— Data section —
^^^^^^^^^^^^^^^^
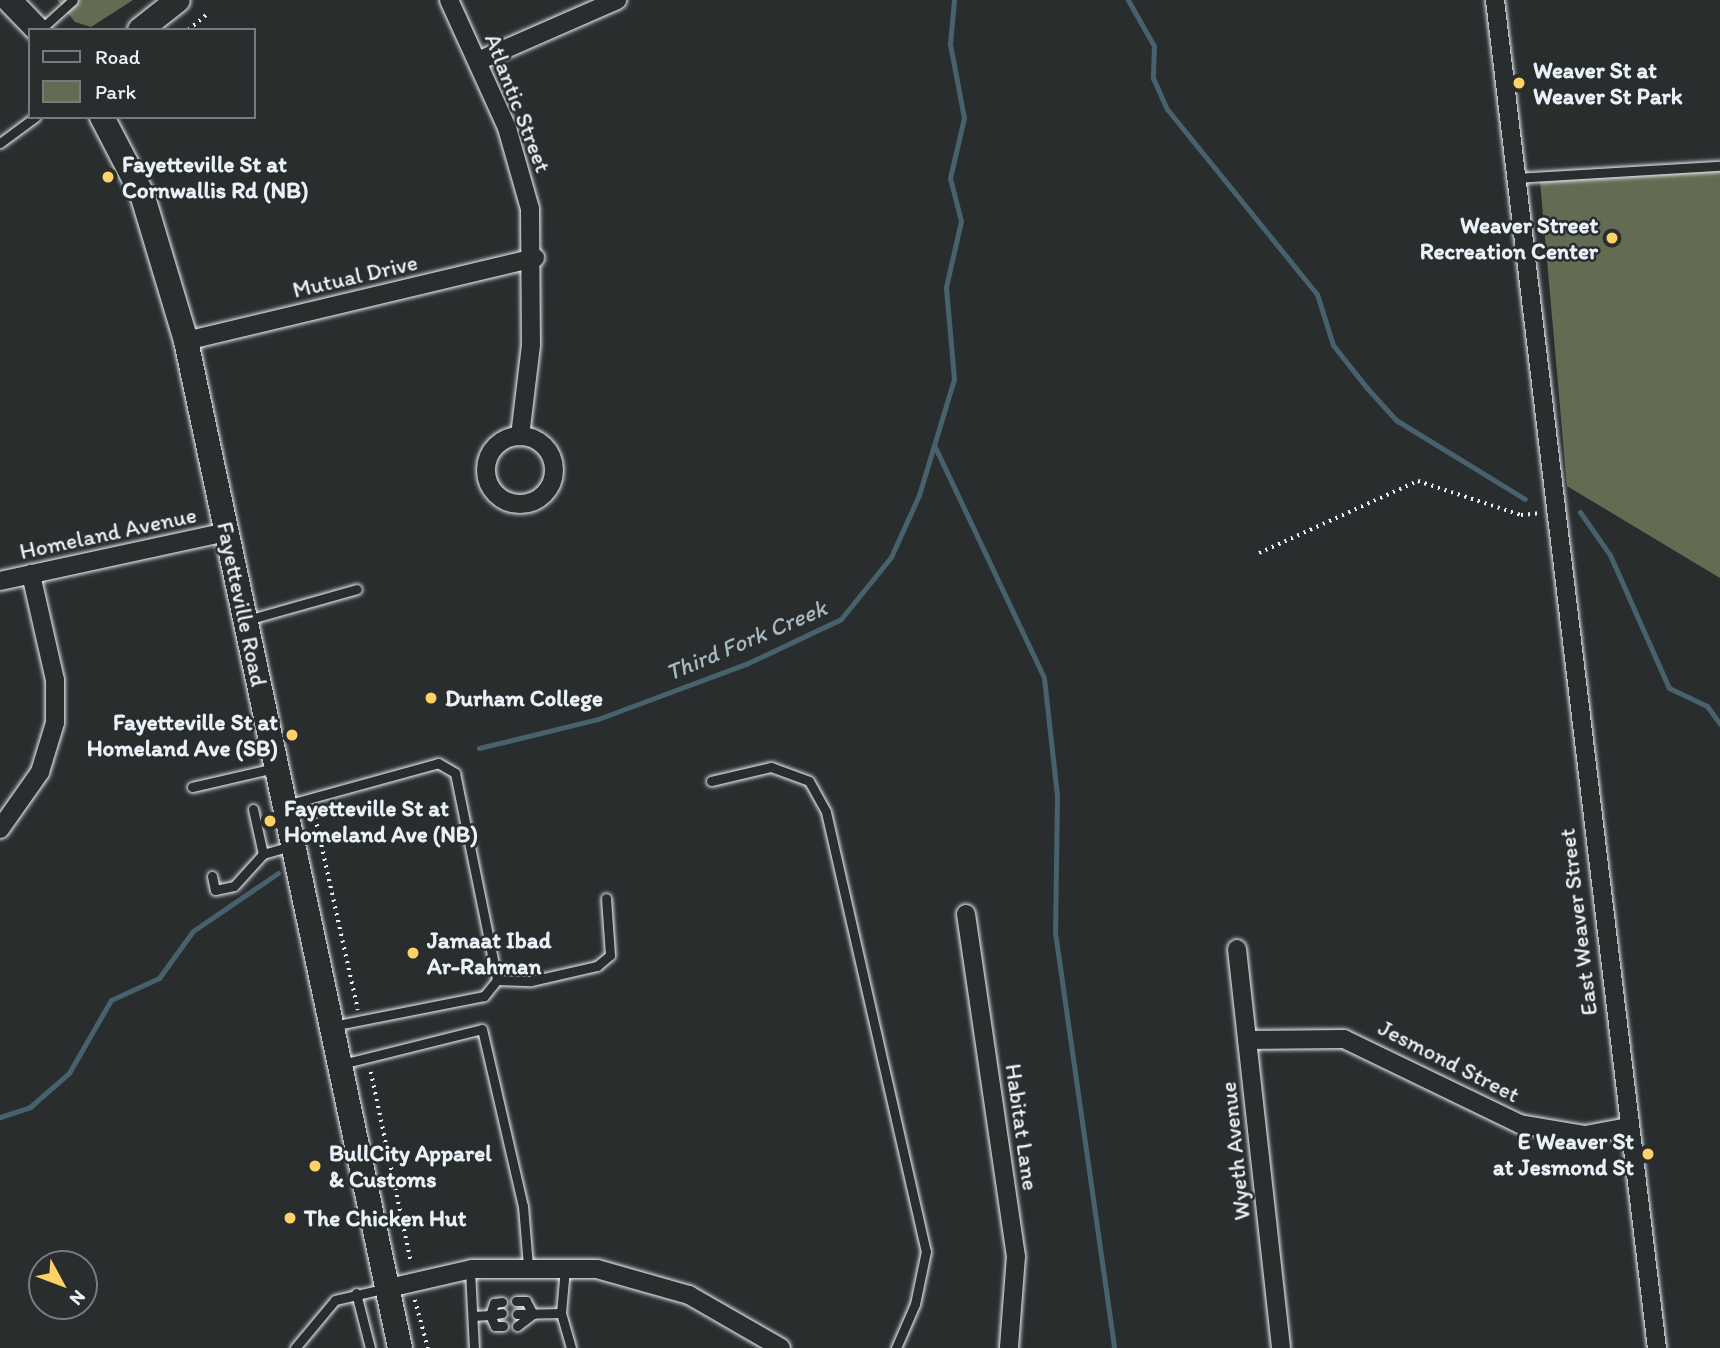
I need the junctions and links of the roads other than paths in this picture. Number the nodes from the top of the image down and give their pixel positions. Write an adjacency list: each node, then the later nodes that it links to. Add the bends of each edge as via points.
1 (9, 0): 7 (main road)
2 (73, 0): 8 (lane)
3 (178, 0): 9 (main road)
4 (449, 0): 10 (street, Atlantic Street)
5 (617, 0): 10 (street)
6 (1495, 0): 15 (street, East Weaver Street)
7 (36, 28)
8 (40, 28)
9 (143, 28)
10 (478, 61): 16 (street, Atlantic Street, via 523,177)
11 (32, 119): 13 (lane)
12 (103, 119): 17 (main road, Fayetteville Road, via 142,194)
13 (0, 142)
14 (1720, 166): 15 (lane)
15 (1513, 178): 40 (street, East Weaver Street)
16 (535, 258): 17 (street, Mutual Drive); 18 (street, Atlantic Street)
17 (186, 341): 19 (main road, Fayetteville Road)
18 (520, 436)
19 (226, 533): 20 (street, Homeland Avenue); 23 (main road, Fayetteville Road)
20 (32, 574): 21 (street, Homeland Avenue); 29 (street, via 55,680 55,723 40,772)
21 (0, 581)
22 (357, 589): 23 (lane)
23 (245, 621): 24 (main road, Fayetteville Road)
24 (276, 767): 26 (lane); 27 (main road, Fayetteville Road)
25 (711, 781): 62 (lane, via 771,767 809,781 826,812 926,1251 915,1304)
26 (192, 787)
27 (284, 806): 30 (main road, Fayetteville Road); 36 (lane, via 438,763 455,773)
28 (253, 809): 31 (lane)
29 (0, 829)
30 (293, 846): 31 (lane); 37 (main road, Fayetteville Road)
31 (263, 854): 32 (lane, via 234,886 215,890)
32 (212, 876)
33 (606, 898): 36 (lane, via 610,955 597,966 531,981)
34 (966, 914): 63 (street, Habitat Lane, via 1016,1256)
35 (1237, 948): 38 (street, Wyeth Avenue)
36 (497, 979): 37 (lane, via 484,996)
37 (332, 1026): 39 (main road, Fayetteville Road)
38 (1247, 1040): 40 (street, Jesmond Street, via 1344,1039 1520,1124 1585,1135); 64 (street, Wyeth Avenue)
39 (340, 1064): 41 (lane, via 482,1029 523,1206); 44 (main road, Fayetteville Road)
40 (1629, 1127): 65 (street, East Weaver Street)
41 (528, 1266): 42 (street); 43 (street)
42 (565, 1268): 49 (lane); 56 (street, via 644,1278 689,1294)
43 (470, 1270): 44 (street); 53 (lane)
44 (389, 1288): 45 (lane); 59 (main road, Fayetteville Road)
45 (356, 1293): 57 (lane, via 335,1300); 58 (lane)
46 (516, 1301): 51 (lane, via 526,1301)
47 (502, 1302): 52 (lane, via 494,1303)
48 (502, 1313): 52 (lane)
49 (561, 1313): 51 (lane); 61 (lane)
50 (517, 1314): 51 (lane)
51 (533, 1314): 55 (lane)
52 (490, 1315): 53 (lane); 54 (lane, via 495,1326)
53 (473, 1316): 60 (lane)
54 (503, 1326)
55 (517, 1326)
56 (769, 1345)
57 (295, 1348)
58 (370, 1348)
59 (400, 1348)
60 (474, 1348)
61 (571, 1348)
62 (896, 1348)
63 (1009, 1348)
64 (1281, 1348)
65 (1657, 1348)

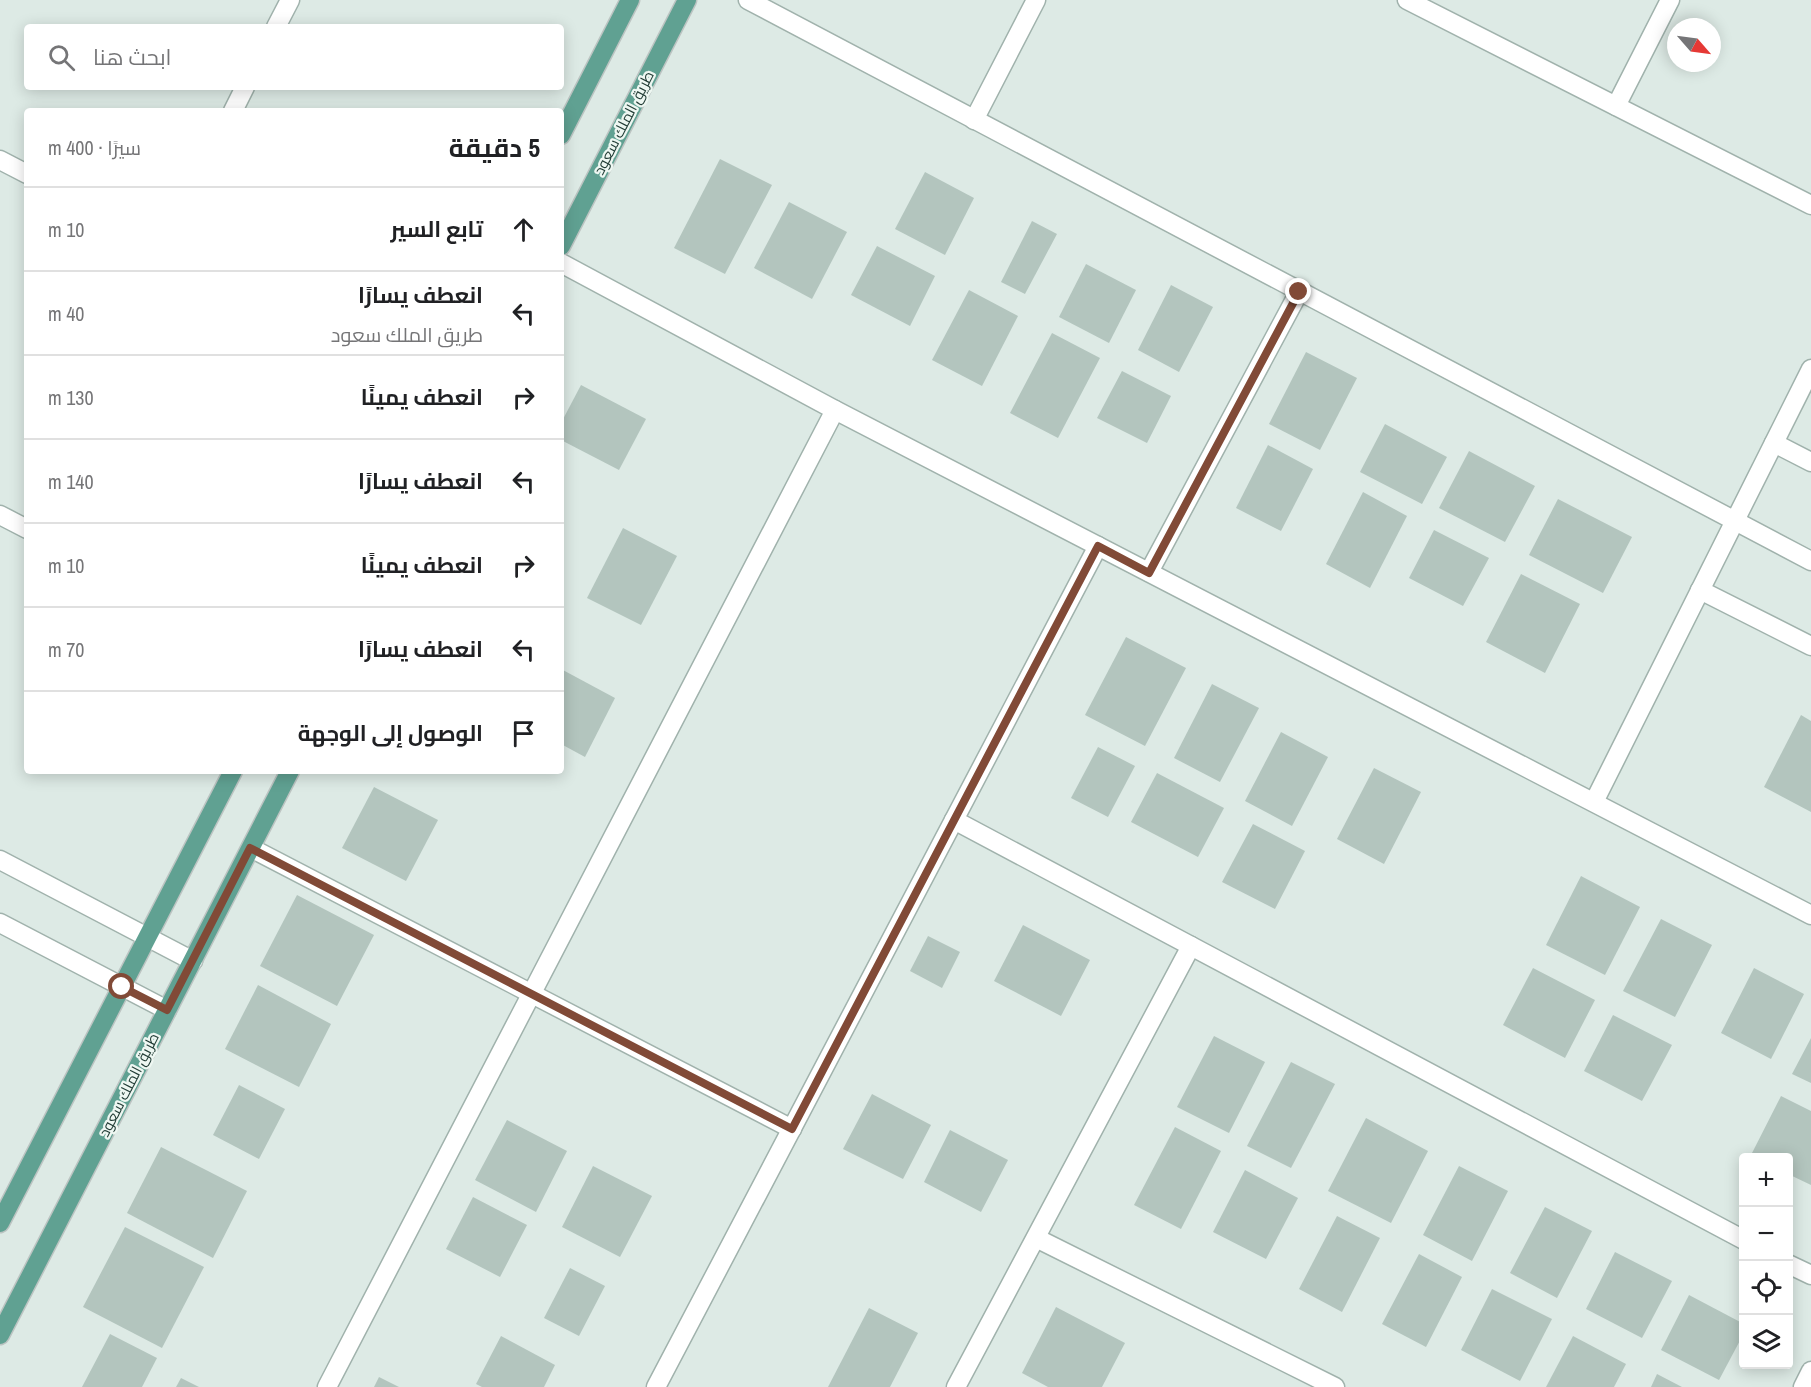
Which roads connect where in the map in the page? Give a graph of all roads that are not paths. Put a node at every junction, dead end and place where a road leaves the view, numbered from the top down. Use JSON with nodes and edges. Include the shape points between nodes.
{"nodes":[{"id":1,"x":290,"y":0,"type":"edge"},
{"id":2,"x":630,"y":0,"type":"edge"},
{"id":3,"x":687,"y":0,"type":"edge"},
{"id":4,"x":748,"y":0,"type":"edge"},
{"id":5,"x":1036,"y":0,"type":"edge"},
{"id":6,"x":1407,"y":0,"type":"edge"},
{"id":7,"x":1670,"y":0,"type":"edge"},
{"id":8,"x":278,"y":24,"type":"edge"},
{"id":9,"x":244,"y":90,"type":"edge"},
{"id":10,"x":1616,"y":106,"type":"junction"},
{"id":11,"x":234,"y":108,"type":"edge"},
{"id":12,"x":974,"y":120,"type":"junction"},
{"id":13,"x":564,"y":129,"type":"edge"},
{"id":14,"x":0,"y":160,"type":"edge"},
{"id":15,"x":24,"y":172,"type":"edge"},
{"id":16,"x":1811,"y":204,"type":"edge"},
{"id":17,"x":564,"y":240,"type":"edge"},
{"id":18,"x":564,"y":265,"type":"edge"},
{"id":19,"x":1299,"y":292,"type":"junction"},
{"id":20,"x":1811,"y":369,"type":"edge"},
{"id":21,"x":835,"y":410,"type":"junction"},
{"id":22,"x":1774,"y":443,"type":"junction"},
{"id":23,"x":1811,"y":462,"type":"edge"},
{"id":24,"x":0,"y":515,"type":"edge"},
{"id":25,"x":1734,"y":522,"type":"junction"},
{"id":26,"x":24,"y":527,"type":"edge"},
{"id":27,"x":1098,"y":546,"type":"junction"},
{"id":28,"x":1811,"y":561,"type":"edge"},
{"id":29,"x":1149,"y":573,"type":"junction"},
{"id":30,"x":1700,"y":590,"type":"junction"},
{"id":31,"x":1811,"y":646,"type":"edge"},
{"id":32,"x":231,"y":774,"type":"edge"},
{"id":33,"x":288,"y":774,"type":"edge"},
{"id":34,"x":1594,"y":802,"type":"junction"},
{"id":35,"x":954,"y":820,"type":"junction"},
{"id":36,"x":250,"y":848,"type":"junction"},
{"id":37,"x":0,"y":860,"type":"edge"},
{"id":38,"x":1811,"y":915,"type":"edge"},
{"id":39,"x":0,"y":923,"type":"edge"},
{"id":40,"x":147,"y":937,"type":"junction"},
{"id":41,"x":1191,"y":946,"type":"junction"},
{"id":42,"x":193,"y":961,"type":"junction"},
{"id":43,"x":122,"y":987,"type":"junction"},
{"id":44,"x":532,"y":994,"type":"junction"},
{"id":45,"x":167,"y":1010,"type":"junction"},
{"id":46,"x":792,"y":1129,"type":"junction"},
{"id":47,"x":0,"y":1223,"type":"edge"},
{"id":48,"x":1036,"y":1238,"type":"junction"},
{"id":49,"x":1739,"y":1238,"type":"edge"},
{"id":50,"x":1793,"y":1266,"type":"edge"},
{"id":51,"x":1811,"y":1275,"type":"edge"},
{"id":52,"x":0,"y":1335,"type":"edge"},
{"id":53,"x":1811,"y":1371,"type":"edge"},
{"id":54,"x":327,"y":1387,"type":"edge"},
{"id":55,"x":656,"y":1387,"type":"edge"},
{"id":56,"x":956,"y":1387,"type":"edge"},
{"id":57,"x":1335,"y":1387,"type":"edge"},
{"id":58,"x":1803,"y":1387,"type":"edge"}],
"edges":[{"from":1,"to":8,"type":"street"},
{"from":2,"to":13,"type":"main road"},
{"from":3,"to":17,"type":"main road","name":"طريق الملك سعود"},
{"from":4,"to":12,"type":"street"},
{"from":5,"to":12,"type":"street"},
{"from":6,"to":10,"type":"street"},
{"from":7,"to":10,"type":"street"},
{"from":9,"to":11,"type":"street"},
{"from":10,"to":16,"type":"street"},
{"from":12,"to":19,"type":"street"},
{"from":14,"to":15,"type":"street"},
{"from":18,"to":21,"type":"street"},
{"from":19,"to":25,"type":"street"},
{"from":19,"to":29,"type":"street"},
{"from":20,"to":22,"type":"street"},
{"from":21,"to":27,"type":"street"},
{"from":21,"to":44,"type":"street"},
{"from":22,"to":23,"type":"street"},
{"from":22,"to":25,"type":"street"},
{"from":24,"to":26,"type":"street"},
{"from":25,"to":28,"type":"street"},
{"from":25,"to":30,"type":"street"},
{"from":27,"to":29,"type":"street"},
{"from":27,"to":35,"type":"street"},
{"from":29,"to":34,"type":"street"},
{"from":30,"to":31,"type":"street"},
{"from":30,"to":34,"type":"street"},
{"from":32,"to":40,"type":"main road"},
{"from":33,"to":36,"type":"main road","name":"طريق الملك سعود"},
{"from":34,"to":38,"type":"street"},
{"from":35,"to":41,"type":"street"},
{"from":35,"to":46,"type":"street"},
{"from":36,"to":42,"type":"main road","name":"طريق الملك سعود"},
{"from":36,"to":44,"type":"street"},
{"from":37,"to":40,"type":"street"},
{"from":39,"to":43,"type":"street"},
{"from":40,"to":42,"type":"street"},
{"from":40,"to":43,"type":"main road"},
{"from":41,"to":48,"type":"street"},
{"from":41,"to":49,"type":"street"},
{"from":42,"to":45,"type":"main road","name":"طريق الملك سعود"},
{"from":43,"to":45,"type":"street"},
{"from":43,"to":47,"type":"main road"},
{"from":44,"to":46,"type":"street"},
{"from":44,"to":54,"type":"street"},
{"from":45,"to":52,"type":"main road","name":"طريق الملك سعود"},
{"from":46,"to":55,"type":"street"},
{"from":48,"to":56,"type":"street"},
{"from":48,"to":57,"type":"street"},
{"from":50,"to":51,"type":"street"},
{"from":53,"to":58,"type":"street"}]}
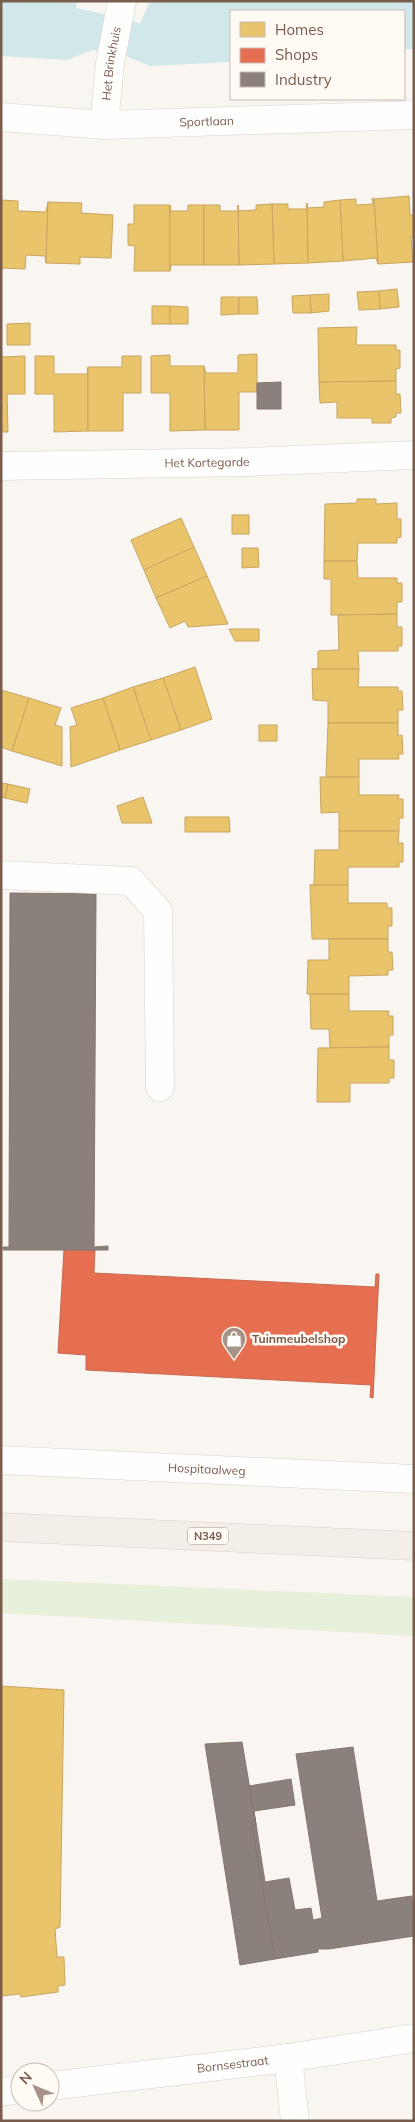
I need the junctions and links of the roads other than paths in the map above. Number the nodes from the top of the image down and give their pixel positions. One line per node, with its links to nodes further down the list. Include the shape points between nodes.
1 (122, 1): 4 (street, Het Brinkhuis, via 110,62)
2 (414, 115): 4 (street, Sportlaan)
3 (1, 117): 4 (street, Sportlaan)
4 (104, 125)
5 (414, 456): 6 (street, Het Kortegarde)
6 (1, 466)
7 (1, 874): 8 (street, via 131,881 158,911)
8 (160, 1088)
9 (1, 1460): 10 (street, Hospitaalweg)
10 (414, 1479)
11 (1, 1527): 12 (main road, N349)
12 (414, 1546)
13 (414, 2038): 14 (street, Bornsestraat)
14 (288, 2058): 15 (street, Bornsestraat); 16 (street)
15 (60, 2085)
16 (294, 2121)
^^^^^^^^^^^^^^^^
— Work order —
From the records above, tally every line that contains the string "down"; the reply consists of that number alone.

— Answer for the task —
3